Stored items
··········

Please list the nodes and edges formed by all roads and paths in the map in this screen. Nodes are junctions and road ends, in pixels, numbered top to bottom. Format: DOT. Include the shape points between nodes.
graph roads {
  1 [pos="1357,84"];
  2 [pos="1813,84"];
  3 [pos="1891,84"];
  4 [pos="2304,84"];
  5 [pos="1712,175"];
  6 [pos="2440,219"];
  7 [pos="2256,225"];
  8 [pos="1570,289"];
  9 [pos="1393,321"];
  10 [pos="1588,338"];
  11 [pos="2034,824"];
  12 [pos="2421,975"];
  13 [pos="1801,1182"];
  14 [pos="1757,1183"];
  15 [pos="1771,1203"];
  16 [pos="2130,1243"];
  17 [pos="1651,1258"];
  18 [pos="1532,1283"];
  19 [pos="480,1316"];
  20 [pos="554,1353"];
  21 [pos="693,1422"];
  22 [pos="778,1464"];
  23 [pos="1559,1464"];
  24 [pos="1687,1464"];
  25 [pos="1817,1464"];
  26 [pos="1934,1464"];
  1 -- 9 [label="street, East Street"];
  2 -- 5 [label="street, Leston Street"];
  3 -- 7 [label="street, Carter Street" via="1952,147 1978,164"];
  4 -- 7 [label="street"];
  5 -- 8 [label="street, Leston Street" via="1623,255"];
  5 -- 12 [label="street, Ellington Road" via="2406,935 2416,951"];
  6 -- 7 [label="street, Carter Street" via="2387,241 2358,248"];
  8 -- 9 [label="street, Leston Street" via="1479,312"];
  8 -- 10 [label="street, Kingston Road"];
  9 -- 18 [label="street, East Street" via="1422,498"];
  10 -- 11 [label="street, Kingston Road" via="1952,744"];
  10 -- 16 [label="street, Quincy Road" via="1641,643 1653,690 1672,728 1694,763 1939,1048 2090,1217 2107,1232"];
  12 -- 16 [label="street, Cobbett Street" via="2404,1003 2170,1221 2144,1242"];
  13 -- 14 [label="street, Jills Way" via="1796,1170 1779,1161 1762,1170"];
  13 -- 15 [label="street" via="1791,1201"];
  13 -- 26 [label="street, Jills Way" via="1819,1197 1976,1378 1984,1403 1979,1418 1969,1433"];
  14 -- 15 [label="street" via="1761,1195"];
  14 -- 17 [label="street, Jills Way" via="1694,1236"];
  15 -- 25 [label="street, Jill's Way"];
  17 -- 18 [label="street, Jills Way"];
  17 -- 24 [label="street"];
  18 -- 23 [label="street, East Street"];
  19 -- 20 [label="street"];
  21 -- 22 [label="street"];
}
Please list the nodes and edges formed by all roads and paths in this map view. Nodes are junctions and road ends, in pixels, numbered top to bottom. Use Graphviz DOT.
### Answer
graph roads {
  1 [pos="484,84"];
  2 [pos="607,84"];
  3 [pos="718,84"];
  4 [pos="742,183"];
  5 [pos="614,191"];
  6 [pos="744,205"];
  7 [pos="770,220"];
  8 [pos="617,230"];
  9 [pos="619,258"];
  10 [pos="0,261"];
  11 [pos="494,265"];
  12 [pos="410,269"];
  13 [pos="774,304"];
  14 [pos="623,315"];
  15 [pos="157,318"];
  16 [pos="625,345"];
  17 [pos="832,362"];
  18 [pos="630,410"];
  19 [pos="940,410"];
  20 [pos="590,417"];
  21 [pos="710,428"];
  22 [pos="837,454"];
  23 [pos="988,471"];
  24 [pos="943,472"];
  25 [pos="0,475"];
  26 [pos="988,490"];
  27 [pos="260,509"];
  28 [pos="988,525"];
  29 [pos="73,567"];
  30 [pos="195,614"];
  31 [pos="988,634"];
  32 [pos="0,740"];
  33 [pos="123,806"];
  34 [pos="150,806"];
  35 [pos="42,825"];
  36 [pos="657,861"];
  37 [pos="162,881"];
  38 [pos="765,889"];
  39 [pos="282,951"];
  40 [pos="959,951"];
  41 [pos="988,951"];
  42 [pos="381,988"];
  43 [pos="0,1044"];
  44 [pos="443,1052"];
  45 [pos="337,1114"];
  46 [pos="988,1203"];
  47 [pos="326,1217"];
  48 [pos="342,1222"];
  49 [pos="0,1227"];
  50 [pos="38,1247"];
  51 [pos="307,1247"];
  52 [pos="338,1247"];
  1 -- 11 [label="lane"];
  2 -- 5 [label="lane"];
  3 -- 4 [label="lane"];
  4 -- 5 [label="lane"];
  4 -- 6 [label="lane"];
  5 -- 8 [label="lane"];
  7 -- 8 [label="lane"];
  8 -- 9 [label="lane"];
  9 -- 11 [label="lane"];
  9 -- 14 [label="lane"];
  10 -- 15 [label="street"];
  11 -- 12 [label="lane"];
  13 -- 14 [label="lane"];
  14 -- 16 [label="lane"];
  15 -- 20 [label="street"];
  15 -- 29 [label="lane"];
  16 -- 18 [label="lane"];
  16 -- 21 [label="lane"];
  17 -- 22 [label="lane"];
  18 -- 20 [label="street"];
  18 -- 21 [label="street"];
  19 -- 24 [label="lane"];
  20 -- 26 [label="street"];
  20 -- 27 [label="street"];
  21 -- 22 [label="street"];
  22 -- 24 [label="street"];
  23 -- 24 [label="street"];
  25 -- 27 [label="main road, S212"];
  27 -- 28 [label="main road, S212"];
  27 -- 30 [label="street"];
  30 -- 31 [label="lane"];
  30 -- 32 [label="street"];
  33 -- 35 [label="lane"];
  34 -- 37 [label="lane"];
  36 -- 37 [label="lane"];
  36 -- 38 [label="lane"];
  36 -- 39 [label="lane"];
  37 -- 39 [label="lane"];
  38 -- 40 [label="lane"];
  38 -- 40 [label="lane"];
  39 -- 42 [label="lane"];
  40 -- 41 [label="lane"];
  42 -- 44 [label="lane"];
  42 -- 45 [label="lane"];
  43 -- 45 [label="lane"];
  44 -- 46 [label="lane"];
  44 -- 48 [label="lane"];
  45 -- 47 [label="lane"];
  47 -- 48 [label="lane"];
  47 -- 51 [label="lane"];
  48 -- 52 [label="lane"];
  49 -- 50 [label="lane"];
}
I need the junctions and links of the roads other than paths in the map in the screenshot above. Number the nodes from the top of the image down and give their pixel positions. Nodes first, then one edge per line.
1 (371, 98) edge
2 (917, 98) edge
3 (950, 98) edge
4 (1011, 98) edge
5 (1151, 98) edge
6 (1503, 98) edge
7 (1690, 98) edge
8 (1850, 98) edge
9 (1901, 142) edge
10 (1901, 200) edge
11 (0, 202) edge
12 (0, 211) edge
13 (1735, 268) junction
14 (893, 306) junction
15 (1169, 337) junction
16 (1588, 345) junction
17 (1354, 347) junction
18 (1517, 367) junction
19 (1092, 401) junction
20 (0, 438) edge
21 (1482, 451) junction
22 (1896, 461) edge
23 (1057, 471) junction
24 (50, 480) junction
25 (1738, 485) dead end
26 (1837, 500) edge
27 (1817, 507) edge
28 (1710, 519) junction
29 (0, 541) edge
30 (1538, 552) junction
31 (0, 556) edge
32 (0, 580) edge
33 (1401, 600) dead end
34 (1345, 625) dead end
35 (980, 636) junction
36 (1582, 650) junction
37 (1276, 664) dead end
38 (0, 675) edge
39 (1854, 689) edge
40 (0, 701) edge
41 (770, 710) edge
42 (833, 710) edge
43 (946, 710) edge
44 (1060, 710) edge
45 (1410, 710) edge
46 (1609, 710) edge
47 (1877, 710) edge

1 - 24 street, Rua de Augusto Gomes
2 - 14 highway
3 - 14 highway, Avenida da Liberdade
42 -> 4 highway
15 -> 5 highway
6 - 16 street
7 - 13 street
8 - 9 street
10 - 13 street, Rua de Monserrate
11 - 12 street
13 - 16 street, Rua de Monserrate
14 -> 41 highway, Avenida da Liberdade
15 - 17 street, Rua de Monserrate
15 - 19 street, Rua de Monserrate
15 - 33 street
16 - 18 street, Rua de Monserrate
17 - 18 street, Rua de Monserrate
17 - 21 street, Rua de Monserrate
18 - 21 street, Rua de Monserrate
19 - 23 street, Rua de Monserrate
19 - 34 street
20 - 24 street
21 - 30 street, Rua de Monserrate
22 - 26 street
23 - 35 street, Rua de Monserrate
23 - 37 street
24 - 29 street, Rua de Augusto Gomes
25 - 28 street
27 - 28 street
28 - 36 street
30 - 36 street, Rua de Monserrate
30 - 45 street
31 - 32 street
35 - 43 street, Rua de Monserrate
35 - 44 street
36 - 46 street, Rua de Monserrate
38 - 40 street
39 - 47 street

··········

Please return all lines from the records that hold the word "bottom".

*Response to the exercise*:
Please list the nodes and edges formed by all roads and paths in the map in this screen. Nodes are junctions and road ends, in pixels, numbered top to bottom. Format: DOT. Include the shape points between nodes.
Please list the nodes and edges formed by all roads and paths in this map view. Nodes are junctions and road ends, in pixels, numbered top to bottom. Use Graphviz DOT.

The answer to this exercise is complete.